I mean, I’m not the only one and Ron got me when I was a kid so I guess he’s like that uncle who tells stories better than anyone in the family and I’m looking forward to the time when he’ll tell a new one. I think there’s a formula:

Mysterious agency and unexpectedness

I think Ron is like the Coen brothers: the basic plot is always simple but the way it will be treated will be good. You know it’s going to feel different. You know Ron treats you like an adult. Thimbleweed Park, his last game: Thimbleweed Park is the curious story of two washed up detectives called in to investigate a dead body found in the river just outside of town. […] Meanwhile, on the 13th floor of the Edmund hotel, Franklin wakes up with no idea how he got there. But that’s not the weird part. The weird part is that he’s dead. Spoiler: He’s not the body found just outside of Thimbleweed Park. Wow! That’s confusing. Don’t panic, we’re just as confused as you are. All about the journey and not the destination kind of design. I’m sold already.

Humor

Probably the hardest part. Ron uses that “90s Simpsons” style that always has been extremely efficient, regardless of where you’re from: The Simpsons probably aired there and you probably liked it. You know, the stupid puns and funny little phrases and regular pop culture jabs. The English non-sense, satire all the way… Very efficient stuff and I insist on the international traction at least for my generation. And what is great and that most people miss with humor and story based games is that it functions as a mechanic/reward: you explore dialogue and it’s going to end with a something funny, you smile next time you’ll try another branch.

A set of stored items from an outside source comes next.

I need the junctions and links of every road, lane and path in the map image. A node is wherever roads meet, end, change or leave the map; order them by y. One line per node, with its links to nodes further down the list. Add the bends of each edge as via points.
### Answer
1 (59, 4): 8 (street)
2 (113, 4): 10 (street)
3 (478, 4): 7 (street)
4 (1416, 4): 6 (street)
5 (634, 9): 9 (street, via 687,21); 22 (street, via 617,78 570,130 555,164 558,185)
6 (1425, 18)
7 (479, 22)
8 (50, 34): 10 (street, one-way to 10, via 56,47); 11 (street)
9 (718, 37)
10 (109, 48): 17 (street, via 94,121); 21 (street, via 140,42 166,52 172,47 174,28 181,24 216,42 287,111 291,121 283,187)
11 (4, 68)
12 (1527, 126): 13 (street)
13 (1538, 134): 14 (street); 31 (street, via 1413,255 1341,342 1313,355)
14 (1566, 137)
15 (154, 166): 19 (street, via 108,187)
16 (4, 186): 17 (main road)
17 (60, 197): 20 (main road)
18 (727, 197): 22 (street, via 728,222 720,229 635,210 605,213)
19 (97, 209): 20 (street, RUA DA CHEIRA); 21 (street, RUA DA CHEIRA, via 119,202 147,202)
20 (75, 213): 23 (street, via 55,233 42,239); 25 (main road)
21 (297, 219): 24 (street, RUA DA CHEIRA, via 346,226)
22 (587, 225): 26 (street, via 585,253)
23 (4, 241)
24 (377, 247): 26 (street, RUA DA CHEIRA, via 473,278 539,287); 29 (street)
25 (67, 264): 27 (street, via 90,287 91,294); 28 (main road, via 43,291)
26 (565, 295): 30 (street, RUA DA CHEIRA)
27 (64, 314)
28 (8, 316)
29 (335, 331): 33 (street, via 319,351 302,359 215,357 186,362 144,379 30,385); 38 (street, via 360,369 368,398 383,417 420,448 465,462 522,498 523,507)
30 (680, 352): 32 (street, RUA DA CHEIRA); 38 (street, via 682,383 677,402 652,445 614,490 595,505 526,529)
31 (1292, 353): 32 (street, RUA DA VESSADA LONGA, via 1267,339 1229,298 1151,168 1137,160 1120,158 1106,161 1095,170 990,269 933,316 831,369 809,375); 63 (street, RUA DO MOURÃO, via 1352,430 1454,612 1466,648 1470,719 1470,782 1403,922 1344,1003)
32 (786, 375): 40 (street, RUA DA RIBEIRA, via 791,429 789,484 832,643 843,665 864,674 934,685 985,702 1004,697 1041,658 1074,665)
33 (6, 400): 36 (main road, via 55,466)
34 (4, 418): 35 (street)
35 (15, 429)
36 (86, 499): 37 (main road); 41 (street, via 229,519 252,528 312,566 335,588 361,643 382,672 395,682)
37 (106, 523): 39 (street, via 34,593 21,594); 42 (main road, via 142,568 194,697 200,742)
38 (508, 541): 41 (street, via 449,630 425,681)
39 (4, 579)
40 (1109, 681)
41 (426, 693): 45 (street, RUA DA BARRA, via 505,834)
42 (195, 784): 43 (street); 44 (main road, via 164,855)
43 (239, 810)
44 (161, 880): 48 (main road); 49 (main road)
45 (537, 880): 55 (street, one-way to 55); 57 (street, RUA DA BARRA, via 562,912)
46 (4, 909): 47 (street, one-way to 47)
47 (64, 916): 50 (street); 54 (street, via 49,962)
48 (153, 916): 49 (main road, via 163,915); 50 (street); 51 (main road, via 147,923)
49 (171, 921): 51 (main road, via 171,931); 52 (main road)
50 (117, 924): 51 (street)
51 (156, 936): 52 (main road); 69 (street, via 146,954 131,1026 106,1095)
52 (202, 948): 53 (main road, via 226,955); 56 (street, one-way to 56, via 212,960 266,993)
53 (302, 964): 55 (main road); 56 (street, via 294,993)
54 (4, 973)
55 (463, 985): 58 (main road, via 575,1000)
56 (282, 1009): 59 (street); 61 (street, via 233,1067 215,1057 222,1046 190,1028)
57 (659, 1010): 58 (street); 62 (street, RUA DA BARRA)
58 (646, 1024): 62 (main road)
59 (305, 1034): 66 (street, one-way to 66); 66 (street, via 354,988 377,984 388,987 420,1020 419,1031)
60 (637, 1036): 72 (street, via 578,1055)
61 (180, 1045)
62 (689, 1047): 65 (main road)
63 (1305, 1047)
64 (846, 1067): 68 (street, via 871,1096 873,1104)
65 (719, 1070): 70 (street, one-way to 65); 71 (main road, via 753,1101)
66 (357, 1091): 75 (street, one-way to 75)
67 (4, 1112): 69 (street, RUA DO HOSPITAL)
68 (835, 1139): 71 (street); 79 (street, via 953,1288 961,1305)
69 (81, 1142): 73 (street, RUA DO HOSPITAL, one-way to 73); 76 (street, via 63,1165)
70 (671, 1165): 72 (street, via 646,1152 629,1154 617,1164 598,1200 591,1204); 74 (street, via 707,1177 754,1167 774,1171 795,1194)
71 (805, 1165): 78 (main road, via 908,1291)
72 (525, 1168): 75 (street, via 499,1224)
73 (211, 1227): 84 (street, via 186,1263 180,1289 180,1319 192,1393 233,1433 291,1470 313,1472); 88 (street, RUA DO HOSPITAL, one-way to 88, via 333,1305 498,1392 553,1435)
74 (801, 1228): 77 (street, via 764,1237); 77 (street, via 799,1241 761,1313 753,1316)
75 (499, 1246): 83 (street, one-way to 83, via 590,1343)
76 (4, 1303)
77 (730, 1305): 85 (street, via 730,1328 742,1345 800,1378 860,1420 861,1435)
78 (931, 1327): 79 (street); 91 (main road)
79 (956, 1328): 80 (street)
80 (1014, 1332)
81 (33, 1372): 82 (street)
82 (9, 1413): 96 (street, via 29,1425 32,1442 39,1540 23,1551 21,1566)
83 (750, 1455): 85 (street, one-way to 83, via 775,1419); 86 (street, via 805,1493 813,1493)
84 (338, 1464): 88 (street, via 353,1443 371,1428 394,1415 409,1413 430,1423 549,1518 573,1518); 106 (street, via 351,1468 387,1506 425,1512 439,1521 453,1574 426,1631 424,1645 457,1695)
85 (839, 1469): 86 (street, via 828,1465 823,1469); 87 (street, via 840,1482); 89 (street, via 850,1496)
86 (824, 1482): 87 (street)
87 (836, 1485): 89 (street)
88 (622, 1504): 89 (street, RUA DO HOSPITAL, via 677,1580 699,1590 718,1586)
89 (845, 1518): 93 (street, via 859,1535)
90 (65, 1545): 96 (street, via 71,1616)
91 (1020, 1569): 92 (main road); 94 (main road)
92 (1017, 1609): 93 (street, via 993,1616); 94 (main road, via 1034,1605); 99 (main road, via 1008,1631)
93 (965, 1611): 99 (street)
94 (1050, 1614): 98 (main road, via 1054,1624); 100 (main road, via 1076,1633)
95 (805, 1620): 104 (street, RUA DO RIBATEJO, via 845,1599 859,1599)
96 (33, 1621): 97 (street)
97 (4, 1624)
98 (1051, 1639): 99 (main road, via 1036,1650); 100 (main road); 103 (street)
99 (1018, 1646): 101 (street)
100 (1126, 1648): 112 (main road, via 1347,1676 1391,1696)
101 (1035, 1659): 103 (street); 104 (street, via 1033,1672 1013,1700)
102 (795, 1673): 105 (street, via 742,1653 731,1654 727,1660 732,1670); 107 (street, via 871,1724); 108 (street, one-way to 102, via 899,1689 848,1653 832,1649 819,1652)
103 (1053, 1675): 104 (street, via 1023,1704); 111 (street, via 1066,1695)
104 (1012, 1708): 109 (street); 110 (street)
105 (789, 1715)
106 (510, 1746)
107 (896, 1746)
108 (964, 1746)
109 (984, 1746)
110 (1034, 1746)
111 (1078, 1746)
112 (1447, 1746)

In serious games with serious scenarios, you just go for the obvious and move on. It’s anti-exploratory. Humor solves that in a very elegant way. It is however really hard not to have a patchwork of different humor that works more or less like in most games.

I think those two marks are also parts of why Kentucky Route Zero is fantastic or how Oxenfree sounds pretty awesome though both are darker in tone.

This is the puzzle dependency/story chart for Thimbleweed, still in development. Ron says it’s the most complex he’s ever done. The development blog shows once again how making games is hard, even with a “simple”, old school adventure game. $0.6M is not much to build everything around that chart and make it come true.

Adventure games have a lot more to share with us. We need more awesome authors like Ron.